Determine how many lines in this listing contain the word "wash" and report that number by itself.
* * * *
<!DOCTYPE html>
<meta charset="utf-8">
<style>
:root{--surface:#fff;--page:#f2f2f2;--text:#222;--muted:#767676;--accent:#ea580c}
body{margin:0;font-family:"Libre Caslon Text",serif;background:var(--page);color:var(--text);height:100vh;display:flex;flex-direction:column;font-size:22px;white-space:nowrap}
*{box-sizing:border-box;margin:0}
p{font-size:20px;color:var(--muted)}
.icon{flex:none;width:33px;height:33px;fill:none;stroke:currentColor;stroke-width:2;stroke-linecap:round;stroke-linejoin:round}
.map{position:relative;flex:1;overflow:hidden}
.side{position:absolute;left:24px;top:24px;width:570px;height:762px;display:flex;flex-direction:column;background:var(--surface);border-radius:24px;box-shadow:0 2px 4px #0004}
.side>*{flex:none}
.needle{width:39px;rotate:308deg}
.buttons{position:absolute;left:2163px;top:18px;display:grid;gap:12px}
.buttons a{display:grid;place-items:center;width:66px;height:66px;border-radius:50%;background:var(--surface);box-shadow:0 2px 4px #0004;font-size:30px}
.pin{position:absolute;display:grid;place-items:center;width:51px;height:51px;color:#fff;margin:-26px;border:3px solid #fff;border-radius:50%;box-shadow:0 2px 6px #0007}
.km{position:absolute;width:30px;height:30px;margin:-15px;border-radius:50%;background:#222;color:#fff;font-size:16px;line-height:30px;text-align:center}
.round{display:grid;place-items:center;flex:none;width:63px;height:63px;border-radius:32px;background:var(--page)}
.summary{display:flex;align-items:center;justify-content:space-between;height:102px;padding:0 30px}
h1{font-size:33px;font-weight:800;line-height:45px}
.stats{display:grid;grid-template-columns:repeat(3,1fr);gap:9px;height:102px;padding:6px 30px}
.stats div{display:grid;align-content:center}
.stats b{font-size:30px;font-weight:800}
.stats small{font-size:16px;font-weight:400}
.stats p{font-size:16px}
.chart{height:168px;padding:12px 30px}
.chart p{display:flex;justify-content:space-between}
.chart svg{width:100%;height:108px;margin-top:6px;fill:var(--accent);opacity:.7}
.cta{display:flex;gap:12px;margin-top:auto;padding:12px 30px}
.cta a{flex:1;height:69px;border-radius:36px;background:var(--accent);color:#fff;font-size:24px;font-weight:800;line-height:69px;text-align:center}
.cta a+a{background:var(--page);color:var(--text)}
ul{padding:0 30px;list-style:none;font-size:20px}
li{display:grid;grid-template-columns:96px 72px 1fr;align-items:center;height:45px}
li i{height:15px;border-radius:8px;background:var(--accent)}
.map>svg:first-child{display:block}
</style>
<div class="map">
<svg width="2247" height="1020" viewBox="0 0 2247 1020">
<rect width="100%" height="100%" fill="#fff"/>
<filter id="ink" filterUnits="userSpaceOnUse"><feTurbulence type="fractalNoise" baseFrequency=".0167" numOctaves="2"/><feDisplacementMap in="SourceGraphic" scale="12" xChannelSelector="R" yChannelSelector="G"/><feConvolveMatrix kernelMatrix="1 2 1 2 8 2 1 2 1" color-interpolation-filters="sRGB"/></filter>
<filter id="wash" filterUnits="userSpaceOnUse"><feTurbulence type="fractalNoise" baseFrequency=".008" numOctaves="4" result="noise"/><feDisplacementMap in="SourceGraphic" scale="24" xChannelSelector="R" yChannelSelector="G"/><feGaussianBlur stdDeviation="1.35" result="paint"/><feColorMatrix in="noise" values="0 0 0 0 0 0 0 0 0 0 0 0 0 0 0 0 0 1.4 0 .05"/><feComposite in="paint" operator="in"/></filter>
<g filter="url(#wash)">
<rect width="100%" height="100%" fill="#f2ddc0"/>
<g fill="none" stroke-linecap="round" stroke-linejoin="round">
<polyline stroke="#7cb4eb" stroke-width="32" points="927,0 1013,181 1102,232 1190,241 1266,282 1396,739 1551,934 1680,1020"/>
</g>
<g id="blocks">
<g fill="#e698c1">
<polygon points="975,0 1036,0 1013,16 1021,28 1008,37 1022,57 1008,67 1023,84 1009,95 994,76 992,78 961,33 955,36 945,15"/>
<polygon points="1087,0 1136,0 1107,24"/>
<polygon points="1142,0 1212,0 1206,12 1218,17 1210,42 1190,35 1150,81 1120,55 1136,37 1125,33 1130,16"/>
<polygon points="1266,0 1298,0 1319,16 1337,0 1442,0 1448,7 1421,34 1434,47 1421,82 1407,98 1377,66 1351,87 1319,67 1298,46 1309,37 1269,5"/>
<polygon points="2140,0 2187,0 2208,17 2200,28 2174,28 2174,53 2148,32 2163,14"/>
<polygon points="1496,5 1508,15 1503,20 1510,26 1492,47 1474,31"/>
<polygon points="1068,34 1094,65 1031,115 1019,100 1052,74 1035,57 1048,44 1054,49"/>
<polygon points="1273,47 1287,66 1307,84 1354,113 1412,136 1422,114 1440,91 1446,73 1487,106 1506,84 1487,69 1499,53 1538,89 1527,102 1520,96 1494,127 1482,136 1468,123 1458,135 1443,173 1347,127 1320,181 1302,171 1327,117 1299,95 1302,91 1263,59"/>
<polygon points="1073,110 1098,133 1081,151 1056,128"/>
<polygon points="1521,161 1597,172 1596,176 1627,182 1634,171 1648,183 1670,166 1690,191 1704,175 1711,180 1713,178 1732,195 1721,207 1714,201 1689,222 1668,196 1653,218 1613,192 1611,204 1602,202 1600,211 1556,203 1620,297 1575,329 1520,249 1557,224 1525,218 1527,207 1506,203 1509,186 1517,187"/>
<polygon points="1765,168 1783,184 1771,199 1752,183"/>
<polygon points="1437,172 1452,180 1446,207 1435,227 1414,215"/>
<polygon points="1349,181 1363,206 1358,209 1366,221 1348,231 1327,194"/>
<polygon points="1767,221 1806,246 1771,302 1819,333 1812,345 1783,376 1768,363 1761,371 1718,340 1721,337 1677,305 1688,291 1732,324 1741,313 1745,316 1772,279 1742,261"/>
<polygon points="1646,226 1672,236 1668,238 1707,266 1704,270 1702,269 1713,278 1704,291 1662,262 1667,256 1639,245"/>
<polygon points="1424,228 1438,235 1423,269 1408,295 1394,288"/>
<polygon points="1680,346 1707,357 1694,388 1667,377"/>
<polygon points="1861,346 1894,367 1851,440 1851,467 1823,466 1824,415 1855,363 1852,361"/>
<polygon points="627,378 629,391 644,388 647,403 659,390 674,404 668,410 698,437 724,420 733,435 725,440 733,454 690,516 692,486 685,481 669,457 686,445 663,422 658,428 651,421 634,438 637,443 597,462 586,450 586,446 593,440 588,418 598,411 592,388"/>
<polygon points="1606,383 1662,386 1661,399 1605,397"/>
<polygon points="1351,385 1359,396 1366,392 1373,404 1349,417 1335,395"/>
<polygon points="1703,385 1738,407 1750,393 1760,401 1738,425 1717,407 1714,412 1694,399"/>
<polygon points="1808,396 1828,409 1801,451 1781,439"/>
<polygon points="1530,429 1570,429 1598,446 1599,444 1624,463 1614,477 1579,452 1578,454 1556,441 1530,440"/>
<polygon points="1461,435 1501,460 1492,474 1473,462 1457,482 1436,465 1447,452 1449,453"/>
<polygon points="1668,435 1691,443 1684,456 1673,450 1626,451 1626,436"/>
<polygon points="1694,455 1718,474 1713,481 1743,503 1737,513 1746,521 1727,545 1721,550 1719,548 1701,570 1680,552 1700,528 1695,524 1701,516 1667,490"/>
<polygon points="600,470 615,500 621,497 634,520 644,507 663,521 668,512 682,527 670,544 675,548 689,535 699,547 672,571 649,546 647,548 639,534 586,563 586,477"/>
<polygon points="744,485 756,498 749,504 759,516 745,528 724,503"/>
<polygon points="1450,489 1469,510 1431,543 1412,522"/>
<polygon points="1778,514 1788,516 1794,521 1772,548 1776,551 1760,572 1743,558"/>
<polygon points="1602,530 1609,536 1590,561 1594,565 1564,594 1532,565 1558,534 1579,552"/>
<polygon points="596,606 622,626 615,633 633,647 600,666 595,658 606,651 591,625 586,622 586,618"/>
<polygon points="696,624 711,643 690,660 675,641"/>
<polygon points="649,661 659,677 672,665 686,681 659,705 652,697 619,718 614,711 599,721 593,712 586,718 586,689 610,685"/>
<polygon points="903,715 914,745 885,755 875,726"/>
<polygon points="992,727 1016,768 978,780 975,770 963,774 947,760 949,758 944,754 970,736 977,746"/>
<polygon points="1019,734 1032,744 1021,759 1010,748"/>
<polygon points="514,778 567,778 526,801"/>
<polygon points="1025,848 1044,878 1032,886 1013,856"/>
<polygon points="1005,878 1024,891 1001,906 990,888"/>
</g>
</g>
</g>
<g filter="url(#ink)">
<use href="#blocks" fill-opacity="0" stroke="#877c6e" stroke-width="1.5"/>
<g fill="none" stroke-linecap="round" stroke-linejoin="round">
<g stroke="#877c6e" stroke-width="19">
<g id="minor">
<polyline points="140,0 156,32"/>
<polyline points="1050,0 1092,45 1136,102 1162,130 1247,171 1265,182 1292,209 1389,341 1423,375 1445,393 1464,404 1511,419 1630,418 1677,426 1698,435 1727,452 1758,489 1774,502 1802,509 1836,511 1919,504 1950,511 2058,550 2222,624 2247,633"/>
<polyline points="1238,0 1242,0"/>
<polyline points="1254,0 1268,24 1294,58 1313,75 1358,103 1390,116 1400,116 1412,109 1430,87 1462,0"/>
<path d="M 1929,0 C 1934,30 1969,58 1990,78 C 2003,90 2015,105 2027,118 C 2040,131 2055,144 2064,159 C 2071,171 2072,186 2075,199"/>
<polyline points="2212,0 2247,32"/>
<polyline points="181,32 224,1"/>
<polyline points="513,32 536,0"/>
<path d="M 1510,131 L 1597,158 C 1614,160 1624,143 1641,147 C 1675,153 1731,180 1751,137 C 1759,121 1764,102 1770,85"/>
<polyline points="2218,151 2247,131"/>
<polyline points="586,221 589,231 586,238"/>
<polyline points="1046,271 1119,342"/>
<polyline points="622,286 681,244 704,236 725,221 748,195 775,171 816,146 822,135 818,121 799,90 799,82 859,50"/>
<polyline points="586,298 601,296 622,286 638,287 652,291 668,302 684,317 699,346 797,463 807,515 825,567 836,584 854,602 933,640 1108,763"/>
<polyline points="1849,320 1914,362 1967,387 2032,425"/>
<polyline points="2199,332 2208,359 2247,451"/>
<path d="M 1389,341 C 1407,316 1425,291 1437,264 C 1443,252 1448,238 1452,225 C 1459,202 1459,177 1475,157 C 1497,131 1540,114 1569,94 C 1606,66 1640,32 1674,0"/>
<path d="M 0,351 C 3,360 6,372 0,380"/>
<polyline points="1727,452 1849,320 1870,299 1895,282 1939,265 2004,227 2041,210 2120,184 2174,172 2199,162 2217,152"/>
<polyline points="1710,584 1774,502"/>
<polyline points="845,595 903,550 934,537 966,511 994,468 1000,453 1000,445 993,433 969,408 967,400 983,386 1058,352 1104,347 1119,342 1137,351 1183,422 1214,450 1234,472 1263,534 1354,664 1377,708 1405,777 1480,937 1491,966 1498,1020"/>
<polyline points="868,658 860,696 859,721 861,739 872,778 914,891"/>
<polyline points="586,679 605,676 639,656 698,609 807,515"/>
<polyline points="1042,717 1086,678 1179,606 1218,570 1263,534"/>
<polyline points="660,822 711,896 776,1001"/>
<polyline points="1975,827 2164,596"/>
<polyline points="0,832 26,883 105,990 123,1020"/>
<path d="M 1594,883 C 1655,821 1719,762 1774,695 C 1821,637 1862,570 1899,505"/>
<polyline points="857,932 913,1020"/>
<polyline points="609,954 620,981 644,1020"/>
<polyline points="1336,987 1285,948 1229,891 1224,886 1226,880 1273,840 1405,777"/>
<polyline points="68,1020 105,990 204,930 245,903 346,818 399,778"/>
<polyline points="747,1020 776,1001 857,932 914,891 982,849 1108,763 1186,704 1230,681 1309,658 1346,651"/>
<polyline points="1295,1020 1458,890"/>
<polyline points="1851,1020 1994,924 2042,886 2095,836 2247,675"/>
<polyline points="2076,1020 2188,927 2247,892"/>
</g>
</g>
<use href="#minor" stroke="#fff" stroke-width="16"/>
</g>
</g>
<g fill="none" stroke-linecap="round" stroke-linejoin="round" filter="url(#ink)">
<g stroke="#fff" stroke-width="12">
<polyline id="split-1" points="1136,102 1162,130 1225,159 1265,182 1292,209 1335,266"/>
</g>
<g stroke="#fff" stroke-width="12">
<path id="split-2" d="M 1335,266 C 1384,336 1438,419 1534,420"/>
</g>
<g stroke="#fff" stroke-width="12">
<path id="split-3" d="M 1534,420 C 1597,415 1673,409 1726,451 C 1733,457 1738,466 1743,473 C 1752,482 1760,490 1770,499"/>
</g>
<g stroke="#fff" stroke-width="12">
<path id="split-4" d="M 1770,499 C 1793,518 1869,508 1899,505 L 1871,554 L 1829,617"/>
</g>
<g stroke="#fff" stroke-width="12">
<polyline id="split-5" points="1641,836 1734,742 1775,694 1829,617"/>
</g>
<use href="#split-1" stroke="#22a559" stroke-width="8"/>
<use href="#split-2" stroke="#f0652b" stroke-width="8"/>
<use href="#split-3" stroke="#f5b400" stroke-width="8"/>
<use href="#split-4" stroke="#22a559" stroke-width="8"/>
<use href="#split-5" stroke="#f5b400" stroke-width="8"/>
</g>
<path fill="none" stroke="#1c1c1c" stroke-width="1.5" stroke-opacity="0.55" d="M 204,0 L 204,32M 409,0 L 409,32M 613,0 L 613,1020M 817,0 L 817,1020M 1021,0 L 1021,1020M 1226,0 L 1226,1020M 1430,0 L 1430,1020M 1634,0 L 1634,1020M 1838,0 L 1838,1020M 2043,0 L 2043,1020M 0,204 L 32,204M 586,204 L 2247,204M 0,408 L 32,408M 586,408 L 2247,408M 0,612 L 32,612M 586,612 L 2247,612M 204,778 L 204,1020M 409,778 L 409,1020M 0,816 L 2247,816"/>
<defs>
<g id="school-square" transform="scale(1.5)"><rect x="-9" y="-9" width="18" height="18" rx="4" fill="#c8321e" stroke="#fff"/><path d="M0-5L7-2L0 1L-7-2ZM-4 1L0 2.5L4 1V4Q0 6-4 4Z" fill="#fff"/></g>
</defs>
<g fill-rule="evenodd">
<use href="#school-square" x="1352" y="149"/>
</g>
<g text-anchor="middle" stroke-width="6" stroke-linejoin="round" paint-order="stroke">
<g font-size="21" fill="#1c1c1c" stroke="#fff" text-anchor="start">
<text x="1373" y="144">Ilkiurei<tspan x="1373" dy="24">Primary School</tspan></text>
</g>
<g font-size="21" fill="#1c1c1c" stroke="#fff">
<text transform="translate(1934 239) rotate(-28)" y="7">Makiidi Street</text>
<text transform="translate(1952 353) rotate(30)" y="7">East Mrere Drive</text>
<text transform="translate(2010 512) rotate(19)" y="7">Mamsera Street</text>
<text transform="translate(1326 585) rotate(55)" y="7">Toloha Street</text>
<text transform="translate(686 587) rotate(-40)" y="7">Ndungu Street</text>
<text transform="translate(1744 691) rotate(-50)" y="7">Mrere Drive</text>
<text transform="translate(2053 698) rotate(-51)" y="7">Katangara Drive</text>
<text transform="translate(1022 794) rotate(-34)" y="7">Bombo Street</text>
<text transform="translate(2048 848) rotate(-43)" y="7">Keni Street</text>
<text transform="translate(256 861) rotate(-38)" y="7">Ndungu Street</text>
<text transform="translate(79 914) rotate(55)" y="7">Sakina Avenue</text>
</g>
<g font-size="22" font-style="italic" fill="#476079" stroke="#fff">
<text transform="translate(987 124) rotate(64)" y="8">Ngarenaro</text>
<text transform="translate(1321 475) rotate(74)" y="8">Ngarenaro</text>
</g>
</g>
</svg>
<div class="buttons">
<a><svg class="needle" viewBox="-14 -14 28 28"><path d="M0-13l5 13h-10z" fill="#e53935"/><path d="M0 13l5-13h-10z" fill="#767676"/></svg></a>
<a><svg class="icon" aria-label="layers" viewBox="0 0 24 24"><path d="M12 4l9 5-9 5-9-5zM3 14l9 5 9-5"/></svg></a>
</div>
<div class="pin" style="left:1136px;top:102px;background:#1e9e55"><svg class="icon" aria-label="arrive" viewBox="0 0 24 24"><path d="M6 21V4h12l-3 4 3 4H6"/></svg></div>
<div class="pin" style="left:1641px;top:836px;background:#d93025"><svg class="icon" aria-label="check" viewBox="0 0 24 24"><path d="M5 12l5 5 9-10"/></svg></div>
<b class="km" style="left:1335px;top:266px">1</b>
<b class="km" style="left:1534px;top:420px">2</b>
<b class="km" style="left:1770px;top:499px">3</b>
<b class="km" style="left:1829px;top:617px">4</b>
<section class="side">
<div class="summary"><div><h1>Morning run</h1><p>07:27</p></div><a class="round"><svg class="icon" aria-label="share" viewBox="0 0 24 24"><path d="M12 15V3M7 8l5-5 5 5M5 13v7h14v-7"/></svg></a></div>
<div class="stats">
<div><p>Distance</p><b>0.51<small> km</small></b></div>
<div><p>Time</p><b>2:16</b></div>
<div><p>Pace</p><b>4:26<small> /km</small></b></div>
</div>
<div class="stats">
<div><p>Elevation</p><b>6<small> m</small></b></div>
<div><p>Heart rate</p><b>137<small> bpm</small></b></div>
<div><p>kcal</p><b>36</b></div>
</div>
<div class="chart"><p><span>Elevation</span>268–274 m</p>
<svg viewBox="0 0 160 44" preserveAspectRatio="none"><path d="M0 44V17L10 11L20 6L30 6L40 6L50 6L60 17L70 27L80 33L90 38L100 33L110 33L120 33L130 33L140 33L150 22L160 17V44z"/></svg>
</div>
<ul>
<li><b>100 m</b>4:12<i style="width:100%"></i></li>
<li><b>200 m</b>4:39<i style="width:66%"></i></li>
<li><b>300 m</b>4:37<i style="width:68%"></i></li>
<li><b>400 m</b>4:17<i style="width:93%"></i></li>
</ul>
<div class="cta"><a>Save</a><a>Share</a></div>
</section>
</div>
* * * *
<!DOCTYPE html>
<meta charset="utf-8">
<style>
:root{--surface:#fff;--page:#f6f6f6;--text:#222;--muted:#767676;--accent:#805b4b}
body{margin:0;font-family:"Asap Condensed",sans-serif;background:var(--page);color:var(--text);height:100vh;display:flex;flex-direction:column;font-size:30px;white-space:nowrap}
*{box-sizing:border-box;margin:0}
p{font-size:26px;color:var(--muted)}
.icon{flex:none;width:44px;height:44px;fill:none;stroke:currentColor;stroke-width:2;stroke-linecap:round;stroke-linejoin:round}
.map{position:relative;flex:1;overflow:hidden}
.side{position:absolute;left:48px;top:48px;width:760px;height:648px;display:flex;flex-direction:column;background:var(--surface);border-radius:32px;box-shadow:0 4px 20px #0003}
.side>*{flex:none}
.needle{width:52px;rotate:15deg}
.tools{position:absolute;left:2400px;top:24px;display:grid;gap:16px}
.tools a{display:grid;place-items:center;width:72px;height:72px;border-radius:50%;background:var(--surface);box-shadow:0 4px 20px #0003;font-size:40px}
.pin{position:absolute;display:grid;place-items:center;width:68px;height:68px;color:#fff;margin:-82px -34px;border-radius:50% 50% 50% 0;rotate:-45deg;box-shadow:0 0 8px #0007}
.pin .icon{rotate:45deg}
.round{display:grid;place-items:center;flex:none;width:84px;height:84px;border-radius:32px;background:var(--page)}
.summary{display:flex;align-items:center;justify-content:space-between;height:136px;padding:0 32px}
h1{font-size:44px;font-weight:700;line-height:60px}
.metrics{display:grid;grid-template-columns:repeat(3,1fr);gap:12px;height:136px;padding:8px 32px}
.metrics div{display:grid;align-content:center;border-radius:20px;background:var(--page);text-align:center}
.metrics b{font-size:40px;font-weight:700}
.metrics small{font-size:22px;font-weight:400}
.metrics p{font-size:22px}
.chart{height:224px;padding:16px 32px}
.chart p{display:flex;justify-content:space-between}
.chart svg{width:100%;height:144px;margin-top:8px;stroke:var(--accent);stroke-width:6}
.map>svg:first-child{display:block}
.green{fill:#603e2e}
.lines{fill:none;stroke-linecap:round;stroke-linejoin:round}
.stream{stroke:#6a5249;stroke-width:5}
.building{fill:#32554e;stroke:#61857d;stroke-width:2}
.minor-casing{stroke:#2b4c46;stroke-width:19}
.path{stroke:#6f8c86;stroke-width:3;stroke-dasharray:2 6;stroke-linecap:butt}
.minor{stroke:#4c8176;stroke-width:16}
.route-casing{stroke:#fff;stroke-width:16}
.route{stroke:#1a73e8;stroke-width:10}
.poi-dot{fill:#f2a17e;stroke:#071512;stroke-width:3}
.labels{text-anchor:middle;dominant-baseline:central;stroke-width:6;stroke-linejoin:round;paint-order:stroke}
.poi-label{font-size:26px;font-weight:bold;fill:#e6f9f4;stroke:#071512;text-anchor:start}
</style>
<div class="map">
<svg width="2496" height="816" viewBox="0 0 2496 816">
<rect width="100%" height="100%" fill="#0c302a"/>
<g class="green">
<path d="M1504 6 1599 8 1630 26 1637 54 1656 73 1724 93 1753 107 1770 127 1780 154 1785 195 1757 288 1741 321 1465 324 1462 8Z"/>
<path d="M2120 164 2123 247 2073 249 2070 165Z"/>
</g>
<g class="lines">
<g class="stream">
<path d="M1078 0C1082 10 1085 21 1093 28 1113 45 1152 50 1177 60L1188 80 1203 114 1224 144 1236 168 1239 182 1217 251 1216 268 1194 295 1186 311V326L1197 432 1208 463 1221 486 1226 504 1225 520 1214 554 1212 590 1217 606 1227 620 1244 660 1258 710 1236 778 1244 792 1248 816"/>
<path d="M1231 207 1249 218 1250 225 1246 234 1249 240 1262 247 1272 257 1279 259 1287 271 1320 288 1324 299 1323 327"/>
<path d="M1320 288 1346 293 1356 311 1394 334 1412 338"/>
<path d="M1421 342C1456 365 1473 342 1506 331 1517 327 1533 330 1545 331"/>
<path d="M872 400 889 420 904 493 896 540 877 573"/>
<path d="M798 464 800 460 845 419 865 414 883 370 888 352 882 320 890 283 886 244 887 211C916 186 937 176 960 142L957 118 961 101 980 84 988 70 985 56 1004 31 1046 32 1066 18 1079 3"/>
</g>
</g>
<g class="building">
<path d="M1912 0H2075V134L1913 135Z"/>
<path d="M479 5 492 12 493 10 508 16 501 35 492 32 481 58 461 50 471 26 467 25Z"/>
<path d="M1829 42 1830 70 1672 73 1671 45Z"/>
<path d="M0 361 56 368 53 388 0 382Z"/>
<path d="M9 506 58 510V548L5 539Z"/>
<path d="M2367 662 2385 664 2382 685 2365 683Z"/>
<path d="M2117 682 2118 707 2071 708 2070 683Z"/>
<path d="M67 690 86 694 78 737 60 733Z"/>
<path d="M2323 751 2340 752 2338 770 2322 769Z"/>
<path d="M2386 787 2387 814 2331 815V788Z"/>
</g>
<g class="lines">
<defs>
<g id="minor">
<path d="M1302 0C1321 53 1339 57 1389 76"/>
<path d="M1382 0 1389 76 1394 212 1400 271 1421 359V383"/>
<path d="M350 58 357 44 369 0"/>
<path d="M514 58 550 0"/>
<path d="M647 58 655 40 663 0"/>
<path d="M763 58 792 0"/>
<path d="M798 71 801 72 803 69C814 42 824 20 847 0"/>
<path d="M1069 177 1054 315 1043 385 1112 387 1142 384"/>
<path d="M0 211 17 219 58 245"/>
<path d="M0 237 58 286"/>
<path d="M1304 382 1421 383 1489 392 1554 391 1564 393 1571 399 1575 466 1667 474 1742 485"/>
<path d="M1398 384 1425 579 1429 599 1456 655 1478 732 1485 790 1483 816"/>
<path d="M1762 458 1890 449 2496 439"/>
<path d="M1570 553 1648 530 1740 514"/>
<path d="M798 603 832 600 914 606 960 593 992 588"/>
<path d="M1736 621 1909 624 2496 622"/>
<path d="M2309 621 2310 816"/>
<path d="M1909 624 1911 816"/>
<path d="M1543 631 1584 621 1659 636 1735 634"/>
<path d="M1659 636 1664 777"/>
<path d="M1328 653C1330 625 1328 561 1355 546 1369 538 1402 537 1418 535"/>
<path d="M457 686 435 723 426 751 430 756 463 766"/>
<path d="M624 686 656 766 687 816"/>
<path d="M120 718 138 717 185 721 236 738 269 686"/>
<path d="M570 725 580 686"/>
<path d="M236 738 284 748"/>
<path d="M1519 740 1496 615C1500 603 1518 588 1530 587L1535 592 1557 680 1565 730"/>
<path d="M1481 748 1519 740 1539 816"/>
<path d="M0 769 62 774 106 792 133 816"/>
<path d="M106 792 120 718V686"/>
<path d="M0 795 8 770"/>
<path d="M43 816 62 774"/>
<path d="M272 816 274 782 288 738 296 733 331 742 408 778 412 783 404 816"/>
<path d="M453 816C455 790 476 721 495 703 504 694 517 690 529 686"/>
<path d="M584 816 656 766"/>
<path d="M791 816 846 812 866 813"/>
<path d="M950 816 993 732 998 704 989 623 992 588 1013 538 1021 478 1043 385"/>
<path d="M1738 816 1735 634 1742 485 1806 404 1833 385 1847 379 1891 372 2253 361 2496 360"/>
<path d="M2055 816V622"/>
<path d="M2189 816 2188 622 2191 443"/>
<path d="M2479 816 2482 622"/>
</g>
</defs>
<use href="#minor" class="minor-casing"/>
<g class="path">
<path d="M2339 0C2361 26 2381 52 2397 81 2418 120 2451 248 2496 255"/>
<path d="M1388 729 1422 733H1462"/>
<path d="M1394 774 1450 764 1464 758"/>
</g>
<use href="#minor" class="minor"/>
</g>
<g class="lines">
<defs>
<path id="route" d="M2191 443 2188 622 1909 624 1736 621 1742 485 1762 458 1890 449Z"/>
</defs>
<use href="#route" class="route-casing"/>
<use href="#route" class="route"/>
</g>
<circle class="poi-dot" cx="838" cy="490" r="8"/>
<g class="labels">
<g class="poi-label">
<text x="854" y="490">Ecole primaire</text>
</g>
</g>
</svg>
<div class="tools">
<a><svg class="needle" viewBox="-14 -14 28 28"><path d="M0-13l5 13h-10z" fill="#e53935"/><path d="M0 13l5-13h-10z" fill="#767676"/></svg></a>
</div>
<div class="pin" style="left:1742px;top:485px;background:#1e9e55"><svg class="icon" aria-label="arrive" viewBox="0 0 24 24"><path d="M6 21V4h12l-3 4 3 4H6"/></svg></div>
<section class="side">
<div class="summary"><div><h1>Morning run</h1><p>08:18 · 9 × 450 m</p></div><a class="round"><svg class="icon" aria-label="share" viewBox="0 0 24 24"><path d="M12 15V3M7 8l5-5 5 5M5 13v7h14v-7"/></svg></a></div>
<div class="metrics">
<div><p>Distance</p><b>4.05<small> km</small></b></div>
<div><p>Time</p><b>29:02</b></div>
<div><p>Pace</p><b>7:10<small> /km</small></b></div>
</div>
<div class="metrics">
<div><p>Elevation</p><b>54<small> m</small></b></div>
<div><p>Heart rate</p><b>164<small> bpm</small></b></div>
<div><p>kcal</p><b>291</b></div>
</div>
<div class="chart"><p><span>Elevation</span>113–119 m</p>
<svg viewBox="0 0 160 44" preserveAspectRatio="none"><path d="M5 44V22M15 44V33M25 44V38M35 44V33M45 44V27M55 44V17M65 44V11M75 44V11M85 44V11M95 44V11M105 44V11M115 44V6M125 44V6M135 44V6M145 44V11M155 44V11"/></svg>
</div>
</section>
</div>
* * * *
__Completed exercise__
2